Closed barthalion closed 3 years ago
We are in the process of getting the servers (Ampere eMag) ready for you. You will get an email as soon as the hardware is reserved and ready for use
Necessary infrastructure is reserved. Please refer to the welcome email for instructions on how to use the reserved server and the supporting resources.
Name, email, company, job title
Bartłomiej Piotrowski, bpiotrowski@gnome.org, GNOME Foundation, DevOps Engineer
Project Title and description
The GNOME Foundation is a non-profit organization that believes in a world where everyone is empowered by technology they can trust. We do this by building a diverse and sustainable free software personal computing ecosystem.
Describe your use case for these machines
The machine(s) will be used as GitLab CI runners, primarily for gnome-build-meta that is an integration test for GNOME components to ensure they're in buildable state before releasing. Another use case to keep CPU busy is generic ARM build tests for projects hosted on our GitLab.
Which members of the community would benefit from your work?

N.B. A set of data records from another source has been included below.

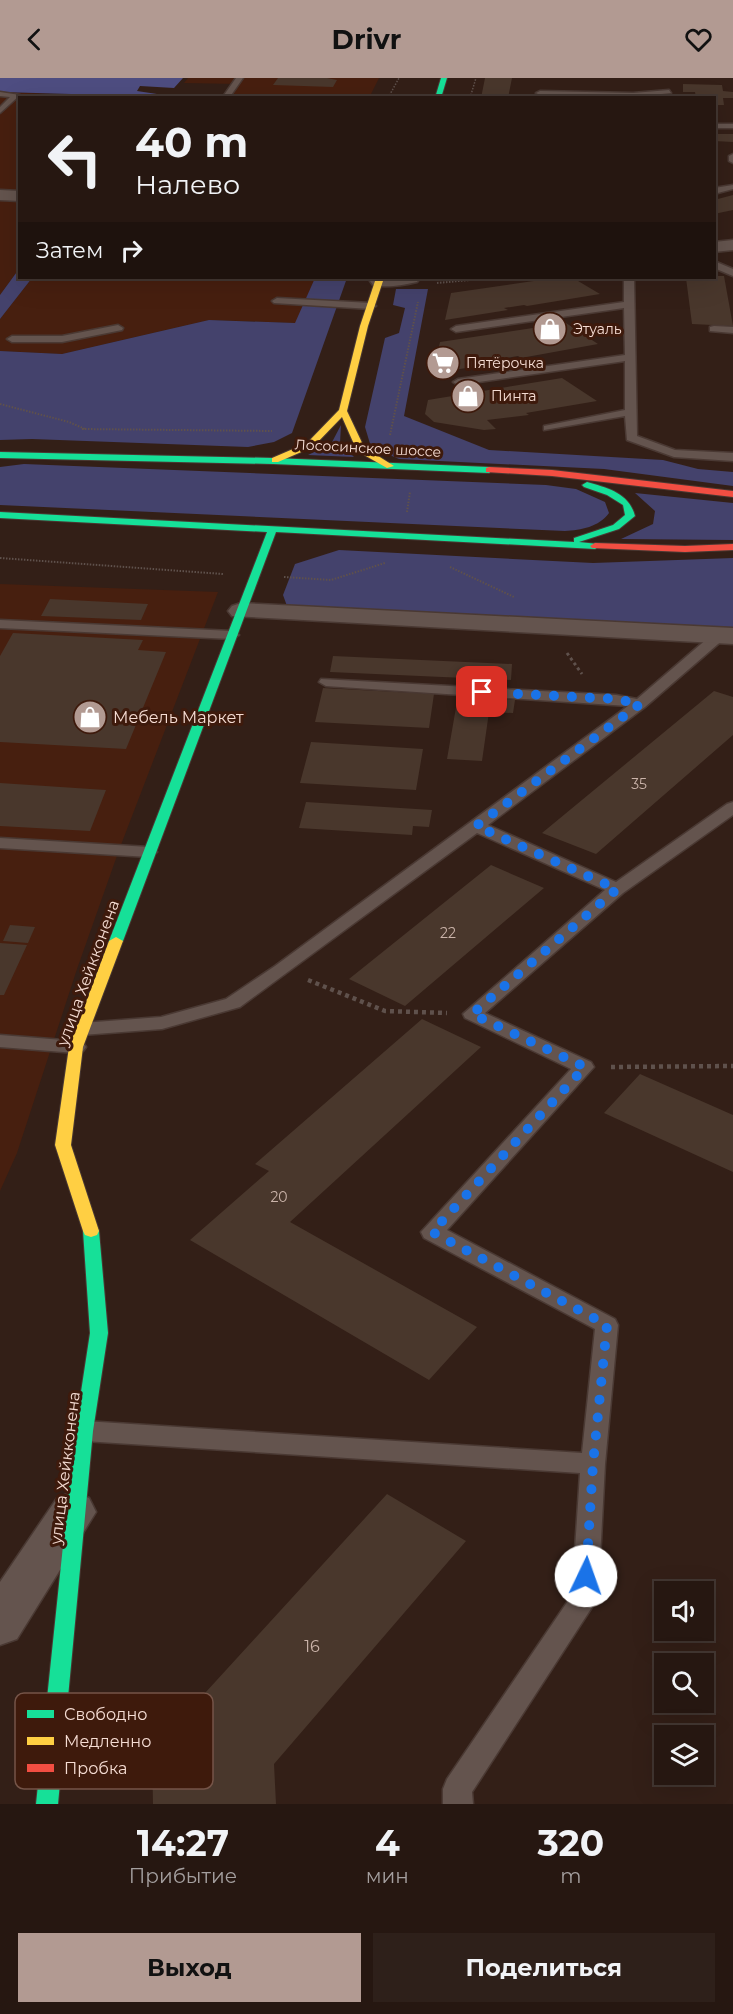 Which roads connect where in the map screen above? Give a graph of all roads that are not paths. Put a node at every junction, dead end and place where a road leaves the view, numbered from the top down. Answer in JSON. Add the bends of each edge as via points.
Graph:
{"nodes":[{"id":1,"x":240,"y":78,"type":"edge"},
{"id":2,"x":444,"y":78,"type":"edge"},
{"id":3,"x":540,"y":92,"type":"edge"},
{"id":4,"x":669,"y":92,"type":"dead end"},
{"id":5,"x":0,"y":94,"type":"edge"},
{"id":6,"x":226,"y":96,"type":"edge"},
{"id":7,"x":439,"y":96,"type":"edge"},
{"id":8,"x":0,"y":111,"type":"edge"},
{"id":9,"x":716,"y":126,"type":"edge"},
{"id":10,"x":733,"y":126,"type":"edge"},
{"id":11,"x":733,"y":156,"type":"edge"},
{"id":12,"x":733,"y":161,"type":"edge"},
{"id":13,"x":733,"y":187,"type":"edge"},
{"id":14,"x":716,"y":191,"type":"edge"},
{"id":15,"x":0,"y":195,"type":"edge"},
{"id":16,"x":18,"y":196,"type":"edge"},
{"id":17,"x":733,"y":245,"type":"edge"},
{"id":18,"x":716,"y":247,"type":"edge"},
{"id":19,"x":716,"y":265,"type":"edge"},
{"id":20,"x":733,"y":273,"type":"edge"},
{"id":21,"x":380,"y":279,"type":"edge"},
{"id":22,"x":628,"y":279,"type":"edge"},
{"id":23,"x":277,"y":301,"type":"dead end"},
{"id":24,"x":629,"y":304,"type":"junction"},
{"id":25,"x":371,"y":306,"type":"junction"},
{"id":26,"x":118,"y":328,"type":"dead end"},
{"id":27,"x":456,"y":329,"type":"dead end"},
{"id":28,"x":714,"y":329,"type":"dead end"},
{"id":29,"x":733,"y":330,"type":"edge"},
{"id":30,"x":12,"y":339,"type":"dead end"},
{"id":31,"x":630,"y":357,"type":"junction"},
{"id":32,"x":458,"y":382,"type":"dead end"},
{"id":33,"x":343,"y":411,"type":"junction"},
{"id":34,"x":631,"y":412,"type":"junction"},
{"id":35,"x":548,"y":428,"type":"dead end"},
{"id":36,"x":3,"y":455,"type":"edge"},
{"id":37,"x":733,"y":457,"type":"edge"},
{"id":38,"x":273,"y":461,"type":"junction"},
{"id":39,"x":390,"y":466,"type":"junction"},
{"id":40,"x":552,"y":473,"type":"junction"},
{"id":41,"x":733,"y":494,"type":"edge"},
{"id":42,"x":0,"y":515,"type":"edge"},
{"id":43,"x":272,"y":530,"type":"junction"},
{"id":44,"x":558,"y":545,"type":"junction"},
{"id":45,"x":733,"y":548,"type":"edge"},
{"id":46,"x":241,"y":611,"type":"junction"},
{"id":47,"x":0,"y":624,"type":"edge"},
{"id":48,"x":232,"y":635,"type":"junction"},
{"id":49,"x":727,"y":636,"type":"edge"},
{"id":50,"x":326,"y":682,"type":"dead end"},
{"id":51,"x":640,"y":704,"type":"junction"},
{"id":52,"x":733,"y":807,"type":"edge"},
{"id":53,"x":476,"y":826,"type":"junction"},
{"id":54,"x":0,"y":843,"type":"edge"},
{"id":55,"x":149,"y":852,"type":"junction"},
{"id":56,"x":617,"y":889,"type":"junction"},
{"id":57,"x":79,"y":1038,"type":"junction"},
{"id":58,"x":0,"y":1041,"type":"edge"},
{"id":59,"x":84,"y":1431,"type":"junction"},
{"id":60,"x":593,"y":1464,"type":"junction"},
{"id":61,"x":75,"y":1509,"type":"junction"},
{"id":62,"x":0,"y":1623,"type":"edge"},
{"id":63,"x":58,"y":1693,"type":"edge"},
{"id":64,"x":48,"y":1789,"type":"edge"},
{"id":65,"x":47,"y":1804,"type":"edge"},
{"id":66,"x":458,"y":1804,"type":"edge"}],
"edges":[{"from":1,"to":6,"type":"lane"},
{"from":2,"to":7,"type":"street"},
{"from":3,"to":4,"type":"lane"},
{"from":5,"to":8,"type":"lane","via":[[16,95]]},
{"from":9,"to":10,"type":"lane"},
{"from":11,"to":12,"type":"lane"},
{"from":13,"to":14,"type":"lane"},
{"from":15,"to":16,"type":"street"},
{"from":17,"to":18,"type":"street"},
{"from":19,"to":20,"type":"lane"},
{"from":21,"to":25,"type":"street"},
{"from":22,"to":24,"type":"lane"},
{"from":23,"to":25,"type":"lane"},
{"from":24,"to":27,"type":"lane"},
{"from":24,"to":31,"type":"lane"},
{"from":25,"to":33,"type":"street"},
{"from":26,"to":30,"type":"lane","via":[[62,339]]},
{"from":28,"to":29,"type":"lane"},
{"from":31,"to":32,"type":"lane"},
{"from":31,"to":34,"type":"lane"},
{"from":33,"to":38,"type":"street","via":[[310,445]]},
{"from":33,"to":39,"type":"street","via":[[360,449]]},
{"from":34,"to":35,"type":"lane"},
{"from":34,"to":37,"type":"lane","via":[[631,438],[674,453]]},
{"from":36,"to":38,"type":"street","name":"Лососинское шоссе"},
{"from":38,"to":39,"type":"street","name":"Лососинское шоссе"},
{"from":39,"to":40,"type":"street","name":"Лососинское шоссе"},
{"from":40,"to":41,"type":"street","name":"Лососинское шоссе"},
{"from":40,"to":44,"type":"street","via":[[610,493],[627,504],[630,516],[616,527]]},
{"from":42,"to":43,"type":"street"},
{"from":43,"to":44,"type":"street"},
{"from":43,"to":46,"type":"street","name":"улица Хейкконена"},
{"from":44,"to":45,"type":"street"},
{"from":46,"to":48,"type":"street","name":"улица Хейкконена"},
{"from":46,"to":49,"type":"street"},
{"from":47,"to":48,"type":"lane"},
{"from":48,"to":55,"type":"street","name":"улица Хейкконена"},
{"from":49,"to":51,"type":"lane"},
{"from":50,"to":51,"type":"lane","via":[[616,699]]},
{"from":51,"to":53,"type":"lane"},
{"from":52,"to":56,"type":"lane"},
{"from":53,"to":56,"type":"lane"},
{"from":53,"to":57,"type":"lane","via":[[232,1003],[162,1023]]},
{"from":54,"to":55,"type":"lane"},
{"from":55,"to":57,"type":"street","name":"улица Хейкконена"},
{"from":56,"to":60,"type":"lane","via":[[472,1014],[585,1067],[432,1232],[607,1325]]},
{"from":57,"to":58,"type":"lane"},
{"from":57,"to":59,"type":"street","name":"улица Хейкконена","via":[[63,1145],[93,1236],[99,1333]]},
{"from":59,"to":60,"type":"lane"},
{"from":59,"to":61,"type":"street","name":"улица Хейкконена"},
{"from":60,"to":66,"type":"lane","via":[[585,1598],[457,1789]]},
{"from":61,"to":62,"type":"street"},
{"from":61,"to":63,"type":"street","name":"улица Хейкконена"},
{"from":64,"to":65,"type":"street","name":"улица Хейкконена"}]}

GNOME Release team, and more widely all maintainers of GNOME projects.
Is the code that you’re going to run 100% open source?
Yes; https://gitlab.gnome.org
Does this project require ARMv8.2 (Yes/No/Not Sure)? If Yes, please provide details
Not sure. Manisha Nigam told me that there should be a server with following spec available for us:
Ampere eMAG 8180 32 core @3.0Ghz, 128GB RAM, 1x480GB SSD, NIC 2x10Gbps Bonded ports.
, that will replace the current ARM machine we're using.What infrastructure (computing resources and network access) do you need?
Let us know if you need short-term (one time) support, or if this is a request for continuous ongoing support. If possible, please identify foundations or other support organizations that can help with long-running projects.
Describe / Name the continuous integration (CI) system for this project.
GitLab CI. The machine will be used solely for that.
Please state your contributions to the open source community and any other relevant initiatives.
I have been an Arch Linux developer for over 10 years, and was developing Alpine Linux at the time it was switching from uClibc to musl. These days I'm managing infrastructure for GNOME and Flathub.